Contrary to relatively widespread opinion, sporting events are legitimate targets for protest. “I believe that sporting events are becoming increasingly determined to be somehow beyond everyday life. Somehow pure. The people who’ve had a problem with what I’ve done are sportspeople. They believe that sport shouldn’t be interrupted because it’s separate from politics, and it’s very clearly not. We’ve seen the corruption. We’ve seen the cyclist who’s taken all those drugs to make lots of money. We’ve seen how the Olympics cost £23bn, and all the new laws that were brought in because of it.
“You can’t just separate packages of life and say ‘that’s somehow different.’ Canary Wharf, the City of London, and the Olympics, they form a triangle with unbelievable amounts money poured into them. For the people [that live inside that triangle], one of two children are living in poverty. People are hurting. Deeply hurting, and they’re surrounded by it. Those images of the Olympics: you can’t get in because there’s a gate. You have to build this massive fence around it. People feel hurt. They don’t feel this massive euphoria of the running race. They feel hurt that their homes have been demolished.”
His sympathy extends also to the rowers in last year’s race, but only up to a point. “Most people I spend time with are really facing very serious issues in their lives, around poverty and inequality, and the results of colonialism. It’s very difficult to be able to equate getting up early in the morning and rowing, with losing your home or losing your job. I don’t understand that. I’ve always said I have sympathy for [the rowers’] situation, but the level of trauma doesn’t compare. I don’t dislike these people at all. I really have sympathy for them. They’re people, they’re human beings.”
Oldfield won’t be anywhere near the Thames this Sunday, he says. He will be too busy working. Since his release he has been “in the country first nations people call Canada”, protesting against new laws that constitute a “land and resource grab” from the native people. “Lots of fundraising, lots of films,” as well as protesting at the British museum where “stolen artefacts from colonial expeditions” are kept.

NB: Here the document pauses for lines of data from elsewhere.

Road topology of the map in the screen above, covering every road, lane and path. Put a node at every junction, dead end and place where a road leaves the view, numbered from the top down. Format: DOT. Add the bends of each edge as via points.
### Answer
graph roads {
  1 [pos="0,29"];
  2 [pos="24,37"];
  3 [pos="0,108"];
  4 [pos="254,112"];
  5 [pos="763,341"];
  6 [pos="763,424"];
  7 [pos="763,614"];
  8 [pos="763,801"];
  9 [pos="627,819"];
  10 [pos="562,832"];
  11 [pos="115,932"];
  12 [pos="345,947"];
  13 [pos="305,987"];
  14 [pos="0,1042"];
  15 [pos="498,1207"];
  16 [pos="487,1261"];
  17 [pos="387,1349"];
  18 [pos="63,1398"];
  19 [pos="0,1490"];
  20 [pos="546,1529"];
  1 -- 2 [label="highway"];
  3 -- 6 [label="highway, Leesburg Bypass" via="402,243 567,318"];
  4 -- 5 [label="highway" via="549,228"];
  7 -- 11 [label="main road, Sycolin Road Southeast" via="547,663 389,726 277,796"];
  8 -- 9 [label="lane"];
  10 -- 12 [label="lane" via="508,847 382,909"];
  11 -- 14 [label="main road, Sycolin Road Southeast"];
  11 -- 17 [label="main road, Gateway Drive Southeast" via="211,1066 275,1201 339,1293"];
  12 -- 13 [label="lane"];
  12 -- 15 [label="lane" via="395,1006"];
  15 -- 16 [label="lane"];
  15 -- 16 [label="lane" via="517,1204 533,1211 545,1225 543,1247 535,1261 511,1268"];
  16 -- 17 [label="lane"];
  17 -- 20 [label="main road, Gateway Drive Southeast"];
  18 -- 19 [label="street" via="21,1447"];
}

He has also published a diary of his time in prison, The Queen Versus Trenton Oldfield, which he hopes will “demystify” the institution, for those, like him, who just can’t understand why they were there. “No one can answer what prison is for. This reflex action of sending people to prison. It is the continuation of a behaviour that is out of date. We don’t punish in society anymore. Punishment as an idea went on a policy level a long time ago.” Perhaps it did, but there are one or two people out there who will still feel he got off lightly, and they’re quite big, and they wear blue lycra.